There is nothing more dissatisfying than putting time and research into planning an eco-friendly getaway using responsible tour operators and visiting an unexploited destination only to arrive at your hotel and find that they’re a total fraud.
You know what I mean . . . the places where you see the cleaning staff dump the recycling bin into the trash bucket and the air conditioning blasts so high all the time that it feels more like you’re in the arctic than the tropics.
But some hotels are sneakier with their greenwashing.
They seem perfectly eco-friendly until they stealthily stab you in the back and make you feel guilty for spending your money there instead of the local family-run lodge down the road.
According to a survey by TripAdvisor, as reported in Where.ca:
“A majority of travellers (73 per cent) said they either “rarely” or “never” feel they have the necessary information to decide whether a hotel is eco-friendly.”
Here are three warning signs that your hotel may be greenwashing:
1. “Please reuse these towels” Signs
Via Green in a Sea of Change
Hotels management has realized that if they aren’t doing something “eco,” however small, they are out of touch with their customers, because recycling and paying attention to water or electricity usage have become commonplace.
Enter the towel signs.
They start with an inflated figure — 10 billion gallons of water are wasted each year washing towels that have only been used once — and move on to the standard advice: keep your towel on the rack if you intend to reuse it, and only throw it on the ground if you want it washed.
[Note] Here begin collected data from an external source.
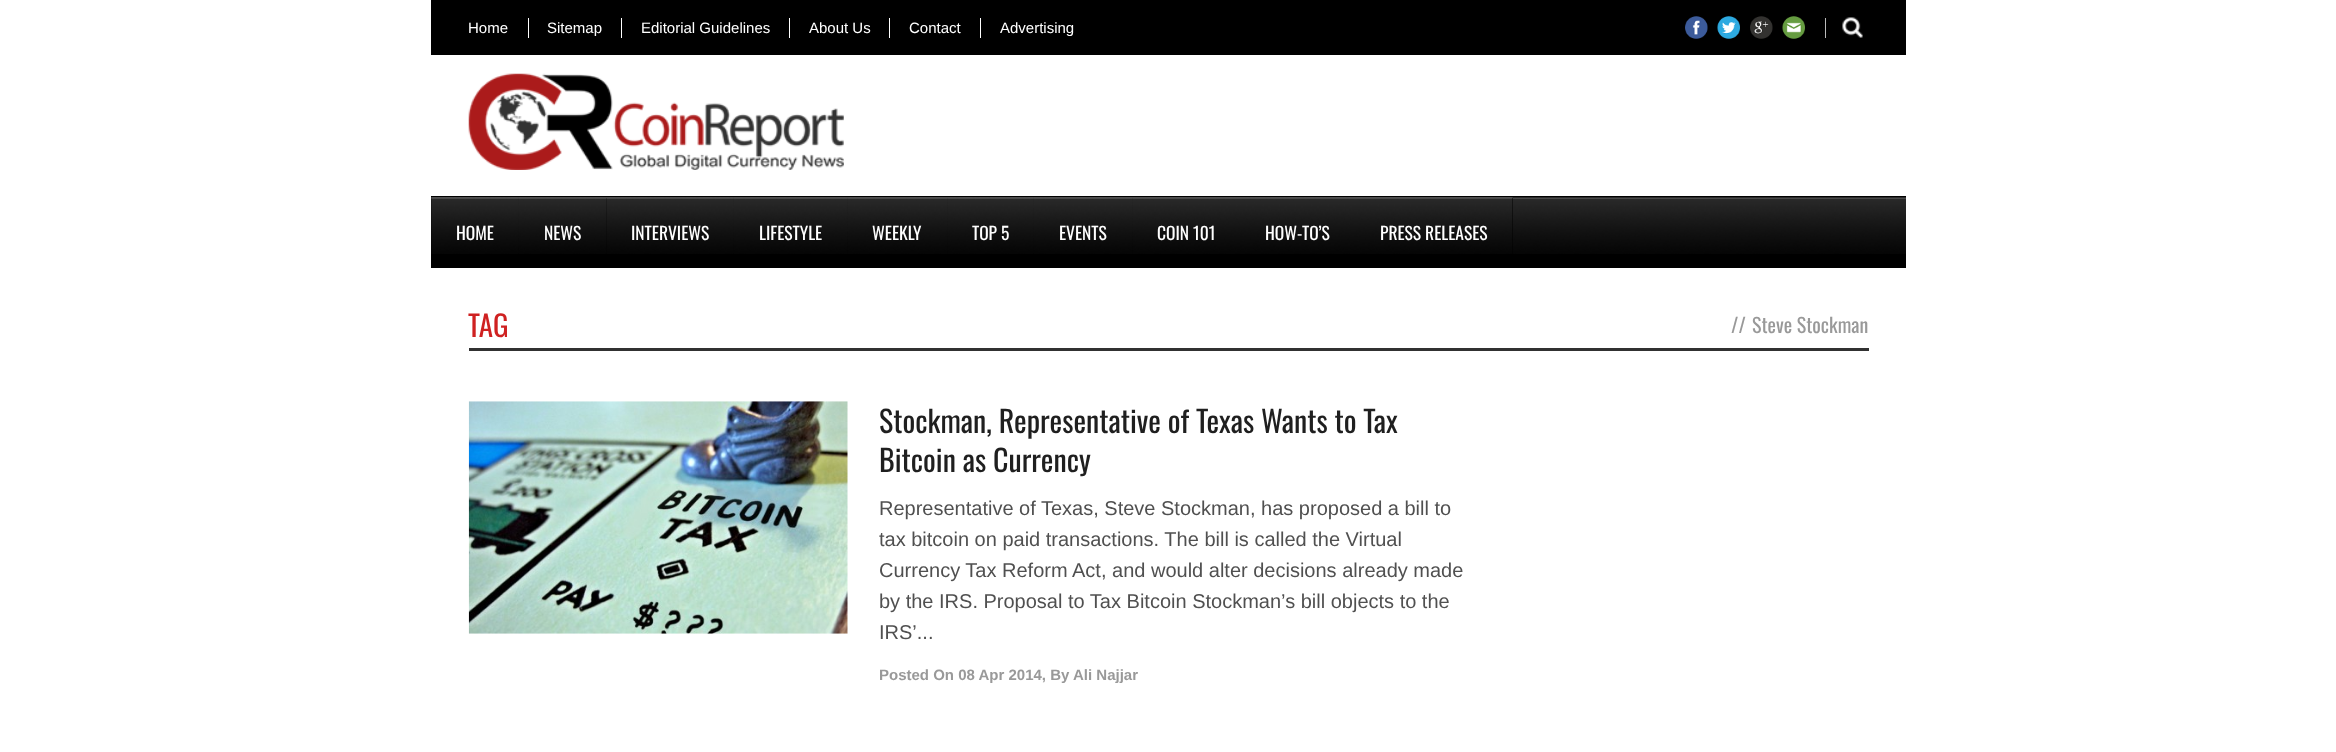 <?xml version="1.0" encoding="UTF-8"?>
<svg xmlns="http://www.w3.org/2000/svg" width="2336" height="752">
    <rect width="100%" height="100%" fill="#FFFFFF"/>
    <rect x="431" y="0" width="1475" height="55" fill="#000000"/>
    <text x="468" y="33" font-family="Liberation Sans" font-size="15" fill="#FFFFFF">Home</text>
    <rect x="528" y="18" width="1" height="20" fill="#FFFFFF"/>
    <text x="547" y="33" font-family="Liberation Sans" font-size="15" fill="#FFFFFF">Sitemap</text>
    <rect x="621" y="18" width="1" height="20" fill="#FFFFFF"/>
    <text x="641" y="33" font-family="Liberation Sans" font-size="15" fill="#FFFFFF">Editorial Guidelines</text>
    <rect x="789" y="18" width="1" height="20" fill="#FFFFFF"/>
    <text x="809" y="33" font-family="Liberation Sans" font-size="15" fill="#FFFFFF">About Us</text>
    <rect x="889" y="18" width="1" height="20" fill="#FFFFFF"/>
    <text x="909" y="33" font-family="Liberation Sans" font-size="15" fill="#FFFFFF">Contact</text>
    <rect x="980" y="18" width="1" height="20" fill="#FFFFFF"/>
    <text x="1000" y="33" font-family="Liberation Sans" font-size="15" fill="#FFFFFF">Advertising</text>
    <image x="1685" y="16" width="23" height="23" href="img_01.png"/>
    <image x="1717" y="16" width="23" height="23" href="img_02.png"/>
    <image x="1750" y="16" width="23" height="23" href="img_03.png"/>
    <image x="1782" y="16" width="23" height="23" href="img_04.png"/>
    <image x="1842" y="17" width="21" height="21" href="img_05.png"/>
    <rect x="1825" y="18" width="1" height="20" fill="#BABABA"/>
    <image x="468" y="73" width="376" height="97" href="img_06.png"/>
    <rect x="431" y="196" width="1475" height="72" fill="#000000"/>
    <image x="431" y="197" width="1475" height="57" href="img_07.png"/>
    <rect x="431" y="198" width="175" height="56" fill="#000000"/>
    <image x="431" y="197" width="88" height="57" href="img_08.png"/>
    <text x="456" y="240" font-family="Oswald" font-size="17.5" fill="#FFFFFF">HOME</text>
    <image x="518" y="197" width="89" height="57" href="img_09.png"/>
    <text x="544" y="240" font-family="Oswald" font-size="17.5" fill="#FFFFFF">NEWS</text>
    <rect x="606" y="198" width="907" height="56" fill="#000000"/>
    <image x="606" y="197" width="128" height="57" href="img_10.png"/>
    <text x="631" y="240" font-family="Oswald" font-size="17.5" fill="#FFFFFF">INTERVIEWS</text>
    <image x="733" y="197" width="115" height="57" href="img_11.png"/>
    <text x="759" y="240" font-family="Oswald" font-size="17.5" fill="#FFFFFF">LIFESTYLE</text>
    <image x="847" y="197" width="101" height="57" href="img_12.png"/>
    <text x="872" y="240" font-family="Oswald" font-size="17.5" fill="#FFFFFF">WEEKLY</text>
    <image x="947" y="197" width="87" height="57" href="img_13.png"/>
    <text x="972" y="240" font-family="Oswald" font-size="17.5" fill="#FFFFFF">TOP 5</text>
    <image x="1033" y="197" width="100" height="57" href="img_14.png"/>
    <text x="1059" y="240" font-family="Oswald" font-size="17.5" fill="#FFFFFF">EVENTS</text>
    <image x="1132" y="197" width="108" height="57" href="img_15.png"/>
    <text x="1157" y="240" font-family="Oswald" font-size="17.5" fill="#FFFFFF">COIN 101</text>
    <image x="1240" y="197" width="115" height="57" href="img_16.png"/>
    <text x="1265" y="240" font-family="Oswald" font-size="17.5" fill="#FFFFFF">HOW-TO’S</text>
    <image x="1355" y="197" width="158" height="57" href="img_17.png"/>
    <text x="1380" y="240" font-family="Oswald" font-size="17.5" fill="#FFFFFF">PRESS RELEASES</text>
    <rect x="469" y="348" width="1400" height="3" fill="#313131"/>
    <text x="468" y="337" font-family="Oswald" font-size="29" fill="#CF2121">TAG</text>
    <text x="1731" y="333" font-family="Oswald" font-size="20" fill="#999999">//</text>
    <text x="1752" y="333" font-family="Oswald" font-size="20" fill="#999999">Steve Stockman</text>
    <image x="468" y="401" width="380" height="233" href="img_18.png"/>
    <text font-family="Oswald" font-size="30" fill="#1F1F1F">
        <tspan x="879" y="433">Stockman, Representative of Texas Wants to Tax</tspan>
        <tspan x="879" y="472">Bitcoin as Currency</tspan>
    </text>
    <text font-family="Liberation Sans" font-size="20" fill="#505050">
        <tspan x="879" y="515">Representative of Texas, Steve Stockman, has proposed a bill to</tspan>
        <tspan x="879" y="546">tax bitcoin on paid transactions. The bill is called the Virtual</tspan>
        <tspan x="879" y="577">Currency Tax Reform Act, and would alter decisions already made</tspan>
        <tspan x="879" y="608">by the IRS. Proposal to Tax Bitcoin Stockman’s bill objects to the</tspan>
        <tspan x="879" y="639">IRS’...</tspan>
    </text>
    <text x="879" y="680" font-family="Liberation Sans" font-size="15" font-weight="700" fill="#999999">Posted On 08 Apr 2014, By</text>
    <text x="1073" y="680" font-family="Liberation Sans" font-size="15" font-weight="700" fill="#999999">Ali Najjar</text>
</svg>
But have you noticed how often hotels take the towels you leave on the rack?
Try leaving your towel on the rack whenever you see the “Please Reuse” sign and see what the hotel staff does. If there are new towels when you come back, let the hotel management know they aren’t holding up their end of the bargain.
I can’t tell you how high a percentage of hotels (and I unfortunately stay in a lots of hotels) with really scary, intimidated, guilt-trip inducing “please reuse these towels” signs change my towels despite my best efforts.
2. Eco-hotel Certifications
Photo by Flickr user Anna Lee
Unfortunately, there is no universally-accepted standard for lodging eco-certifications.
Architect and academic Hitesh Mehta has published standards for eco-lodges, and the U.S. Green Building Council has established the extremely stringent LEED certification requirements for building design, construction, and operation, but neither specifically address hotels.
But many regional and national groups issue eco-hotel certifications based on voluntary qualifications and very loose standards. Even in Costa Rica — an ecotourism success story with a certification system that has been lauded and used as a model for other countries — the five-tiered “leaf” system has undergone criticism from academics claiming that many lodges do not check out in their certified categories. Nearly 10% of the country’s tour operators and hotels are certified by the system.
Before you choose an accommodation based on its eco-certification, check out the requirements for that type of recognition. If they look flimsy or overly-basic, choose a different hotel.
3. Carbon-Neutral Operations
Photo by Flickr user Barefoot Photographers of Tilonia
Besides the “we care about the environment, please reuse your towels signs,” carbon-neutral operations are one of the biggest greenwashing trends popping up in hotels.
While, on the surface, it seems great for hotels to be investing in green energy research, reforestation, increasing industrial energy efficiency, and other places money for carbon off-setting goes, there are two big problems here.
First off, carbon offsetting has had its share of scandals in recent decades. Funds have been misappropriated or simply stolen. Or project have simply collapsed for a variety of reasons. So any time you’ll looking to carbon off-set, it’s important to research where the funds are going.
But unfortunately, hotels look to go green on a dime are more likely to choose the most cost effective option than the one that is necessarily the most responsible.
Secondly, and in some ways more importantly, many greenwashing organizations offset a portion of their operations — say their electrical usage — and call themselves carbon-neutral. They ignore their waste management footprint, HVAC emissions, supply shipping, and other practices that contribute to their overall carbon footprint.
What other warning signs of greenwashing have you run into on the road?